The federal government has begun to deploy troops as a means of guarding the city, yet it’s not proven enough to end the violence. The city has reported 29 million dollars in damages thanks to mass looting across the city. Schools and businesses have been closed since the beginning of the strike. Carjacking’s, mugging, murder and looting are just a few of the illegal activates that citizens have engaged in since the strike. While the people of Victoria have felt like “hostages”. Jamily Bonatto, a citizen of Victoria commented, “We’re still full of fear – my kids can’t go to school, we’re prisoners inside our house.” Citizens have also begun to question the state of Brazil society if a weeklong protest has resulted in such widespread murder.
More broadly, Brazil has been experiencing a a two year long recession as a result of corruption.

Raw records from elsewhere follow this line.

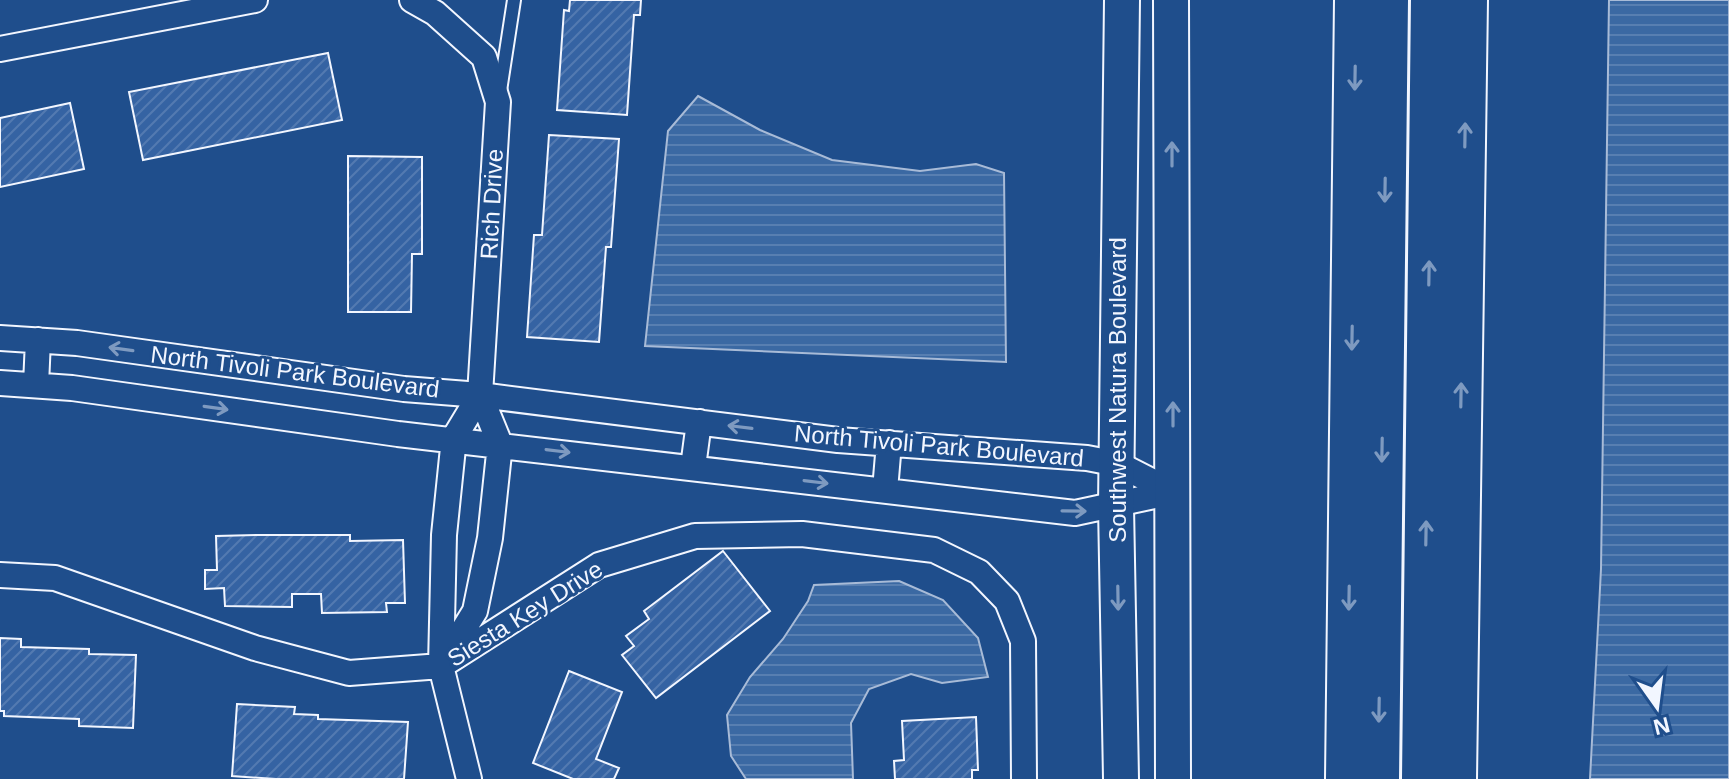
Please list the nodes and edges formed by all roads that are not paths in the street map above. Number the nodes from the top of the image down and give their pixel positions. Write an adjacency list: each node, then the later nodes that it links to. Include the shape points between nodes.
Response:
1 (255, 0): 10 (street)
2 (412, 0): 11 (street, Rich Drive, via 435,13 484,57)
3 (514, 0): 11 (lane)
4 (1122, 0): 21 (street, Southwest Natura Boulevard)
5 (1171, 0): 24 (street, one-way to 5)
6 (1356, 0): 32 (highway, one-way to 32)
7 (1387, 0): 33 (highway, one-way to 33)
8 (1432, 0): 34 (highway, one-way to 8)
9 (1466, 0): 35 (highway, one-way to 9)
10 (0, 49)
11 (498, 102): 16 (street, Rich Drive)
12 (0, 338): 13 (street, North Tivoli Park Boulevard)
13 (38, 340): 15 (street); 16 (street, North Tivoli Park Boulevard, one-way to 13)
14 (0, 383): 15 (street, North Tivoli Park Boulevard)
15 (36, 385): 18 (street, North Tivoli Park Boulevard, one-way to 18)
16 (480, 395): 17 (street, North Tivoli Park Boulevard); 18 (street, Rich Drive); 20 (street)
17 (699, 422): 19 (street, North Tivoli Park Boulevard, one-way to 17); 22 (street)
18 (454, 438): 20 (street, North Tivoli Park Boulevard); 27 (street, via 444,535)
19 (889, 443): 21 (street, North Tivoli Park Boulevard); 23 (street)
20 (500, 444): 22 (street, North Tivoli Park Boulevard, one-way to 22); 27 (street, via 490,538 475,611)
21 (1118, 464): 24 (street, North Tivoli Park Boulevard); 25 (street, Southwest Natura Boulevard)
22 (693, 467): 23 (street, North Tivoli Park Boulevard, one-way to 23)
23 (885, 490): 25 (street, North Tivoli Park Boulevard, one-way to 25, via 1079,513)
24 (1173, 492): 25 (street, North Tivoli Park Boulevard); 31 (street)
25 (1116, 506): 30 (street, Southwest Natura Boulevard, one-way to 30)
26 (0, 575): 27 (street, Siesta Key Drive, via 55,578 255,648 349,673)
27 (441, 666): 28 (street); 29 (street, Siesta Key Drive, via 599,565 695,536 802,534 934,550 979,572 1007,601 1023,641)
28 (469, 779)
29 (1024, 779)
30 (1121, 779)
31 (1173, 779)
32 (1347, 779)
33 (1378, 779)
34 (1423, 779)
35 (1455, 779)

The state of Espirito Santo is so bankrupt that it is months behind on paying police and nurse salaries and for basic utilities. The speaker of the lower house of Congress in Brazil recently stated that Brazil risks collapse if it does not commence severe economic reforms. Part of the reason police wages have been hit so hard is because the government voted to freeze public spending in inflation-adjusted terms. As expressed by Otaviano Canuto, the executive director for Brazil and many other Latin American countries at the World Bank, Brazil’s recession is a result of high debt to GDP ratio, which was negatively impacted by government fiscal policy. Ultimately, Canuto finds that Brazil must rely on a loosening of monetary policy to reduce inflation and bring Brazil out of the downward phase of its credit cycle.

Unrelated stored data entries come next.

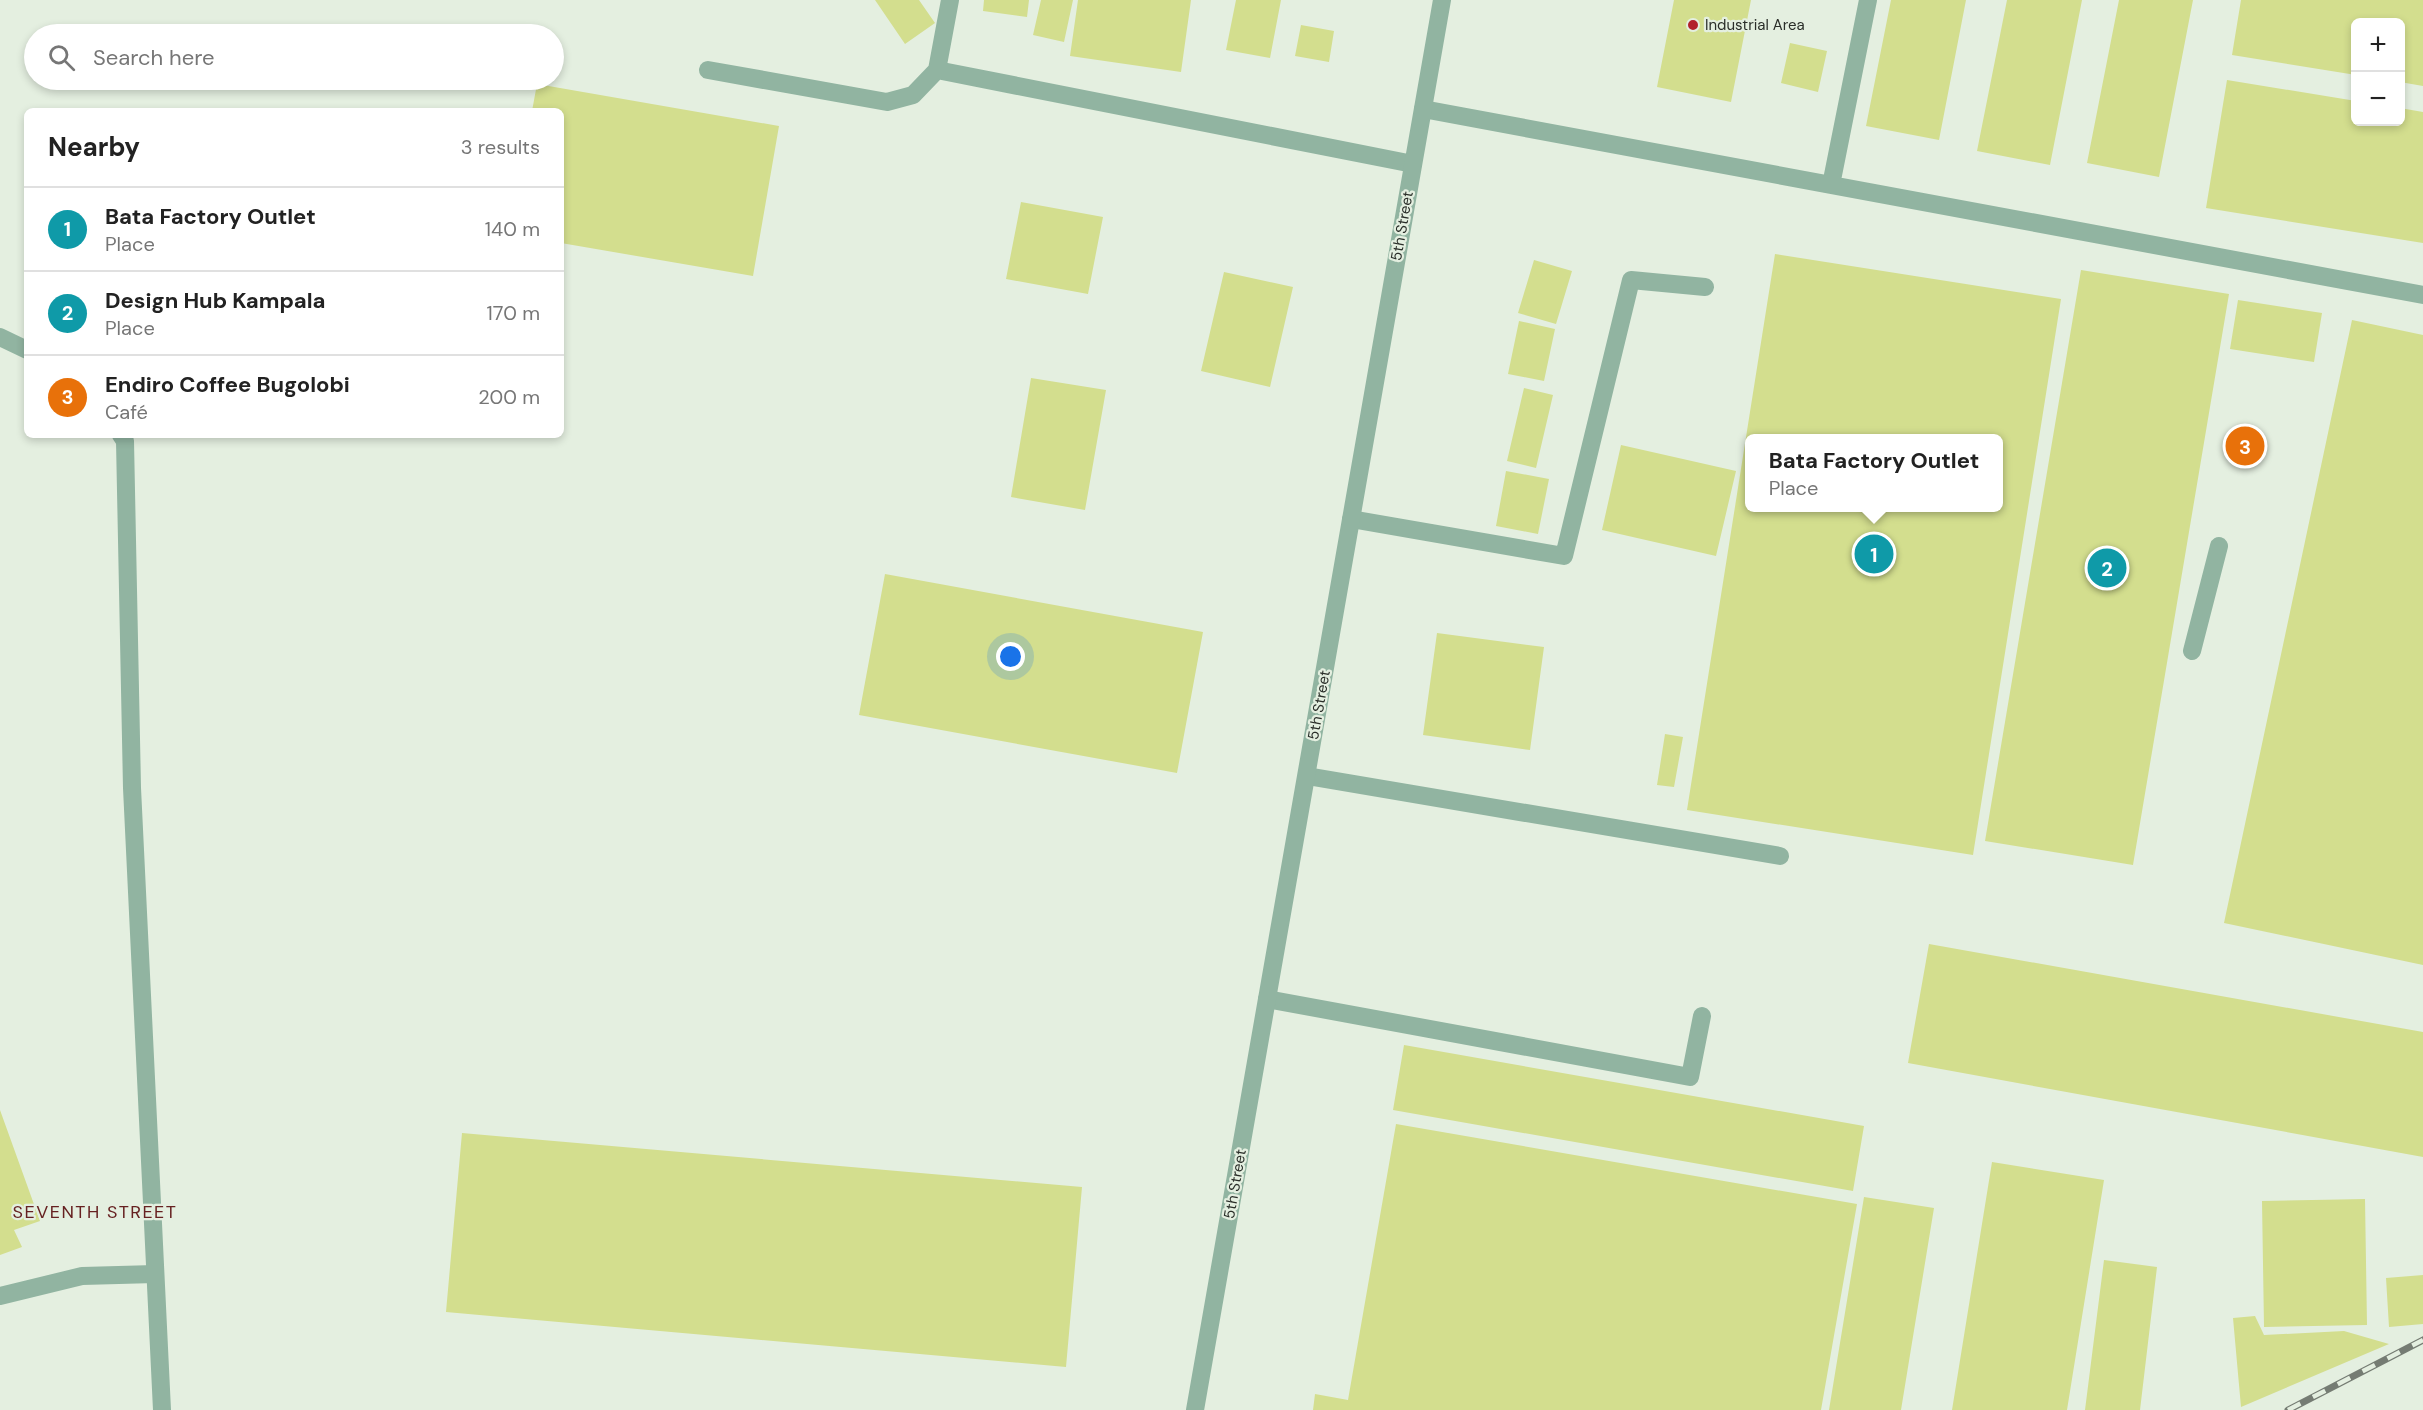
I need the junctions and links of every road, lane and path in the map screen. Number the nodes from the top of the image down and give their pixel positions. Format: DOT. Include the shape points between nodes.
graph roads {
  1 [pos="950,0"];
  2 [pos="1442,0"];
  3 [pos="1868,0"];
  4 [pos="708,70"];
  5 [pos="937,70"];
  6 [pos="1423,110"];
  7 [pos="1413,164"];
  8 [pos="1831,185"];
  9 [pos="1705,287"];
  10 [pos="2423,295"];
  11 [pos="0,337"];
  12 [pos="24,349"];
  13 [pos="123,438"];
  14 [pos="1351,519"];
  15 [pos="2219,546"];
  16 [pos="2193,651"];
  17 [pos="1307,776"];
  18 [pos="1780,856"];
  19 [pos="1267,999"];
  20 [pos="1702,1016"];
  21 [pos="155,1274"];
  22 [pos="0,1296"];
  23 [pos="162,1410"];
  24 [pos="1196,1410"];
  1 -- 5 [label="street"];
  2 -- 6 [label="street, 5th Street"];
  3 -- 8 [label="street"];
  4 -- 5 [label="street" via="887,102 913,95"];
  5 -- 7 [label="street"];
  6 -- 7 [label="street, 5th Street"];
  6 -- 8 [label="street"];
  7 -- 14 [label="street, 5th Street"];
  8 -- 10 [label="street"];
  9 -- 14 [label="street" via="1631,280 1564,556"];
  11 -- 12 [label="street"];
  13 -- 21 [label="street" via="132,788"];
  14 -- 17 [label="street, 5th Street"];
  15 -- 16 [label="street"];
  17 -- 18 [label="street"];
  17 -- 19 [label="street, 5th Street"];
  19 -- 20 [label="street" via="1690,1077"];
  19 -- 24 [label="street, 5th Street"];
  21 -- 22 [label="street" via="82,1276"];
  21 -- 23 [label="street"];
}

The family members of police officers have proved how much power ordinary citizens have, regardless of their education or wealth. Cabo Noé da Matta, vice-president of the police union, stated, “the women are the radicals”. In order to protest the unjust wages and get around the law which makes it illegal for police to go on strike, family members were willing to rise up when their loved ones could not. The protest highlighted just how much Brazil relies on its police officers to maintain control over its citizens. As recent violence has proven, just the lure of no law enforcement is enough to entice people to commit crimes. As congressmen cite the imminent collapse of the Brazilian government, severe economic reforms are needed to quell the social unrest.